Glad we got that out of the way! On to more interesting things.
Only in Fantasy
Like many queer speculative fiction authors, I have often longed to do in fiction what I cannot in the real world: structure a society without some or any of the -isms that plague our real life. Chief among these is misogyny—and why wouldn’t it be? Women vastly outnumber men in most genres of fiction, both as readers and as writers. They also make up half the human population. This makes them a strong candidate for the most widely, consistently discriminated group of human beings on planet earth, and that’s saying something.
Building a more inclusive fictional world from the ground up is an appealing prospect, and many authors will attempt it in their lifetimes. They will dream big, dig deep, and scour our world for inspiration. They will write and rewrite worldbuilding tomes. Scrutinize the genders of their main and major characters. Scrub gendered language from their manuscripts. When the dust settles, many of them will be left with a system just different enough to dream in, but just familiar enough to write: Matriarchy.
Long live the queens
Matriarchy in fiction comes in many flavors, with varying degrees of extremity. In all cases, it strives to reverse gendered power dynamics of the world most of us live in.
These fictional societies typically have women in charge. They are the heads of their households and the rulers of their nations. They command admiration and exercise power. Wealth, names, and property may be inherited through maternal lines. Eldest daughters may be treasured heirs. People with female reproductive systems may be revered as producers of life, or hold a sacred role in their religions and societies. Girls will never question their worth. Women will never battle for job security or healthcare. Men may range from deferential to subservient to their female counterparts, and treat them with the honor and respect they deserve.
This is a fantasy for many people, and with good reason.
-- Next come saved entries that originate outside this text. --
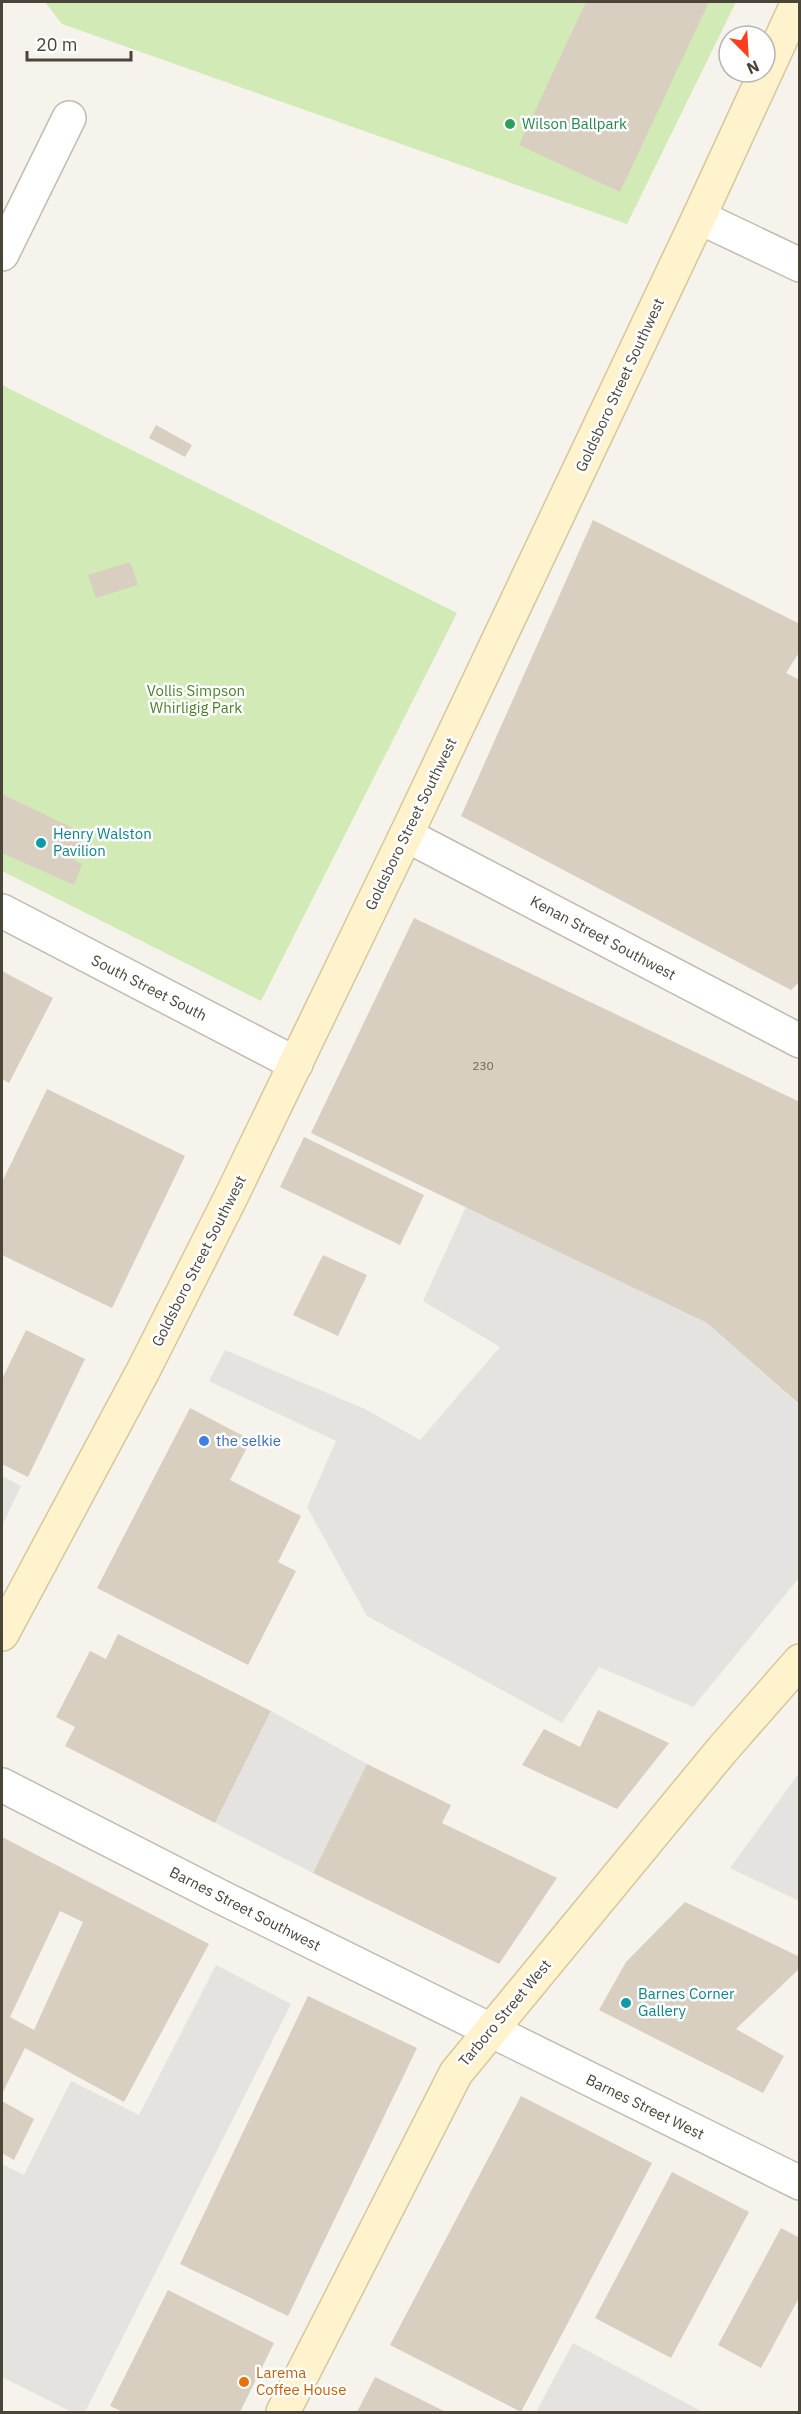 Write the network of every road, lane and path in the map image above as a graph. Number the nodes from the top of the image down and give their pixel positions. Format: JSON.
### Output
{"nodes":[{"id":1,"x":798,"y":2,"type":"edge"},
{"id":2,"x":69,"y":118,"type":"dead end"},
{"id":3,"x":699,"y":217,"type":"junction"},
{"id":4,"x":2,"y":254,"type":"edge"},
{"id":5,"x":800,"y":265,"type":"edge"},
{"id":6,"x":406,"y":835,"type":"junction"},
{"id":7,"x":2,"y":911,"type":"edge"},
{"id":8,"x":800,"y":1041,"type":"edge"},
{"id":9,"x":296,"y":1064,"type":"junction"},
{"id":10,"x":2,"y":1634,"type":"edge"},
{"id":11,"x":800,"y":1661,"type":"edge"},
{"id":12,"x":2,"y":1785,"type":"edge"},
{"id":13,"x":490,"y":2031,"type":"junction"},
{"id":14,"x":800,"y":2182,"type":"edge"},
{"id":15,"x":283,"y":2412,"type":"edge"}],
"edges":[{"from":1,"to":3,"type":"street","name":"Goldsboro Street Southwest"},
{"from":2,"to":4,"type":"street"},
{"from":3,"to":5,"type":"street"},
{"from":3,"to":6,"type":"street","name":"Goldsboro Street Southwest"},
{"from":6,"to":8,"type":"street","name":"Kenan Street Southwest"},
{"from":6,"to":9,"type":"street","name":"Goldsboro Street Southwest"},
{"from":7,"to":9,"type":"street","name":"South Street South"},
{"from":9,"to":10,"type":"street","name":"Goldsboro Street Southwest"},
{"from":11,"to":13,"type":"street","name":"Tarboro Street West"},
{"from":12,"to":13,"type":"street","name":"Barnes Street Southwest"},
{"from":13,"to":14,"type":"street","name":"Barnes Street West"},
{"from":13,"to":15,"type":"street","name":"Tarboro Street West"}]} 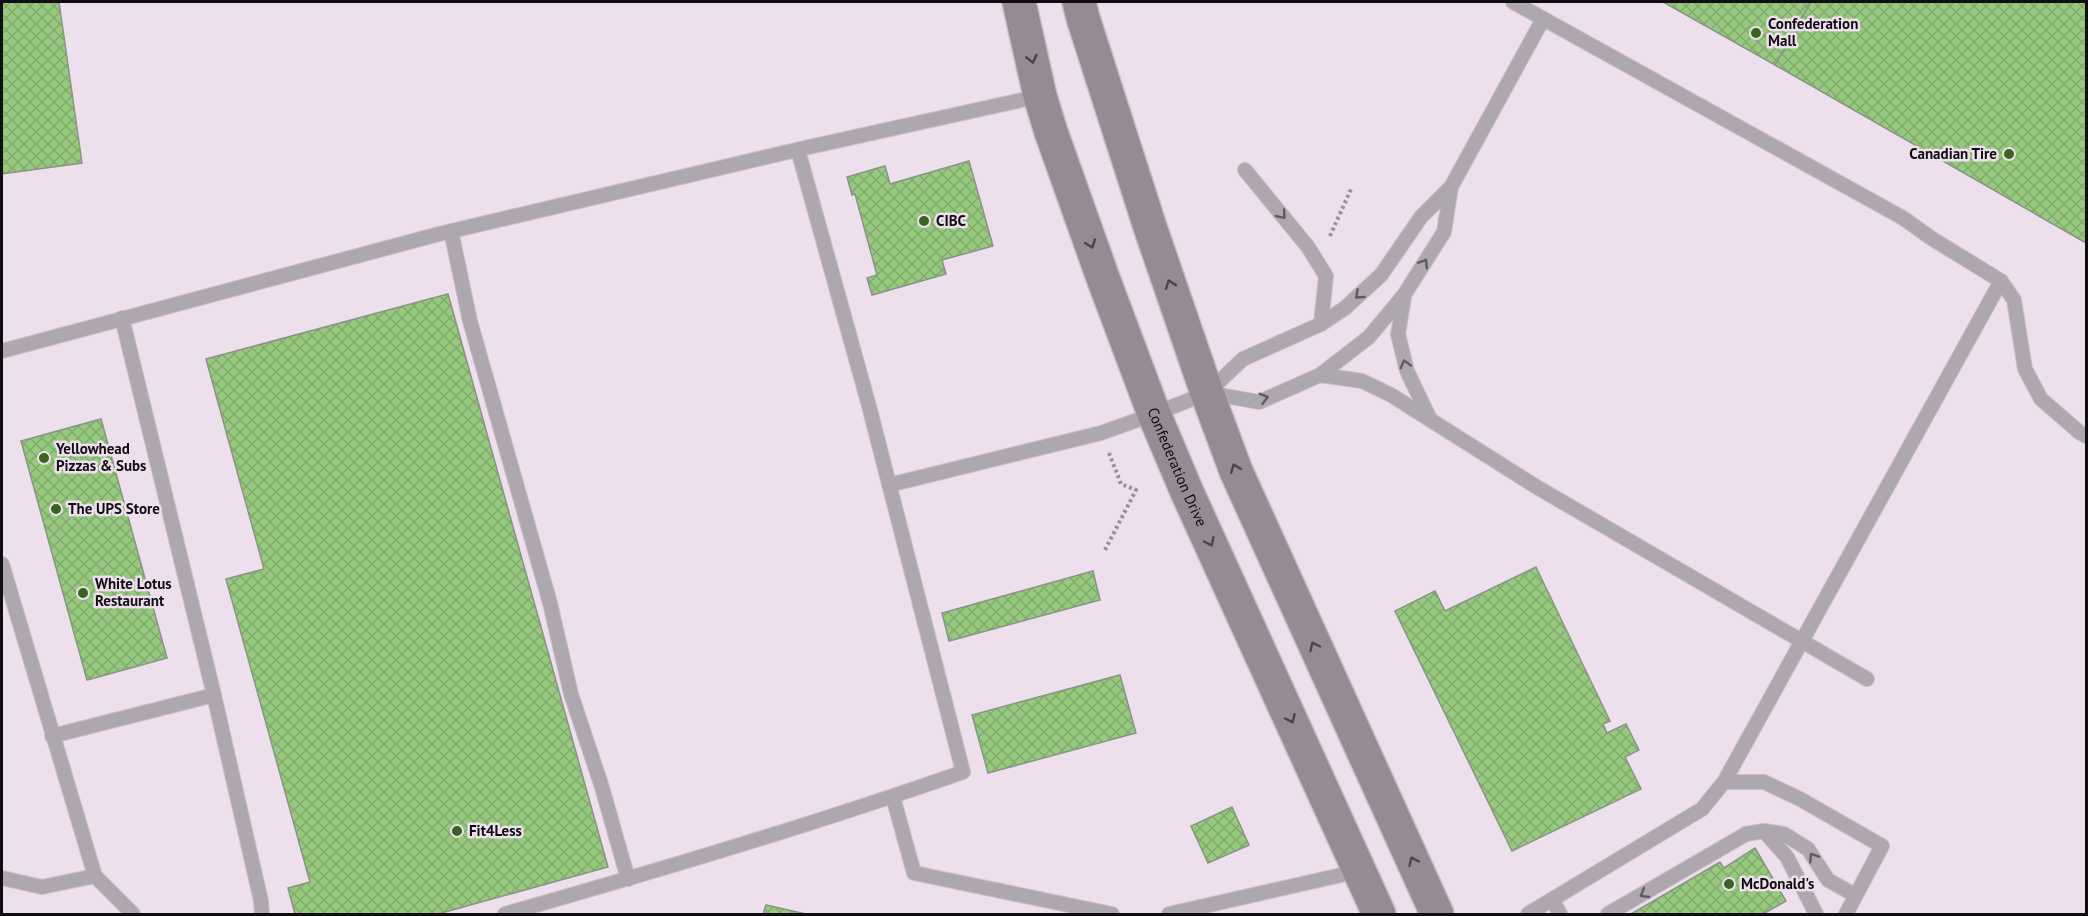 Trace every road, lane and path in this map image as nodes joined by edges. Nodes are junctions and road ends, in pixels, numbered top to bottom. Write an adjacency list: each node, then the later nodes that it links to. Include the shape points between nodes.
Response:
1 (1019, 2): 5 (main road, Confederation Drive, one-way to 5)
2 (1079, 2): 18 (main road, one-way to 2)
3 (1513, 2): 4 (lane)
4 (1543, 18): 9 (lane); 12 (lane, via 1903,218)
5 (1040, 96): 6 (lane); 19 (main road, Confederation Drive, one-way to 19)
6 (798, 150): 10 (lane); 23 (lane)
7 (1245, 170): 15 (lane, one-way to 15, via 1308,247 1326,276)
8 (1353, 187): 11 (path)
9 (1451, 187): 13 (lane, one-way to 9, via 1444,232); 15 (lane, one-way to 15, via 1421,217 1381,275)
10 (450, 231): 14 (lane); 36 (lane, via 470,321 572,694)
11 (1330, 236)
12 (2001, 281): 22 (lane, via 2014,300 2025,369 2041,399); 26 (lane)
13 (1404, 295): 17 (lane, via 1369,338); 20 (lane, one-way to 13, via 1407,371 1398,334)
14 (122, 318): 16 (lane); 28 (lane)
15 (1321, 324): 18 (lane, via 1244,359)
16 (2, 351)
17 (1320, 375): 18 (lane, one-way to 17, via 1258,402); 20 (lane, via 1362,381)
18 (1207, 393): 19 (lane); 45 (main road, one-way to 18, via 1259,524)
19 (1155, 414): 21 (lane); 33 (main road, Confederation Drive, one-way to 33)
20 (1429, 417): 26 (lane, via 1535,486)
21 (1101, 433): 23 (lane); 24 (path, via 1121,484 1136,490)
22 (2086, 436)
23 (889, 485): 31 (lane, via 963,772)
24 (1105, 550)
25 (2, 564): 29 (lane)
26 (1802, 643): 27 (lane); 30 (lane)
27 (1867, 679)
28 (214, 695): 29 (lane); 40 (lane)
29 (52, 736): 34 (lane)
30 (1724, 782): 37 (lane, via 1764,782 1882,846); 38 (lane, via 1702,809)
31 (892, 797): 36 (lane); 42 (lane, via 914,873)
32 (1764, 831): 37 (lane, one-way to 32, via 1828,880 1809,849 1784,834); 48 (lane, one-way to 48, via 1746,834); 49 (lane, via 1787,857)
33 (1359, 871): 43 (lane); 44 (main road, Confederation Drive)
34 (95, 876): 35 (lane, via 42,887); 39 (lane)
35 (2, 878)
36 (628, 879): 41 (lane)
37 (1856, 895): 50 (lane)
38 (1553, 901): 46 (lane); 47 (lane)
39 (133, 915)
40 (262, 915)
41 (505, 915)
42 (1112, 915)
43 (1169, 915)
44 (1379, 915)
45 (1437, 915)
46 (1528, 915)
47 (1560, 915)
48 (1608, 915)
49 (1816, 915)
50 (1846, 915)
I won’t list the ways men dominate our patriarchal society to women’s detriment, but if you’re reading this article, you likely already know. If you don’t, Google it. I hope you find it enlightening.
Matriarchal stories and societies serve several roles in our world today. One is catharsis. Another is to open conversation about gender inequality by highlighting it through role reversal. Yet another is representation. When the balance of power between genders is so extreme, it takes an equal and opposite example to even begin to tip the scales. Even if every book in our world today magically transformed to feature a matriarchal society, we wouldn’t see the impact for generations. Even that wouldn’t be enough. Women would continue to struggle in a world that is fundamentally, structurally broken for them, and only a concerted effort by society itself could begin to repair the damage.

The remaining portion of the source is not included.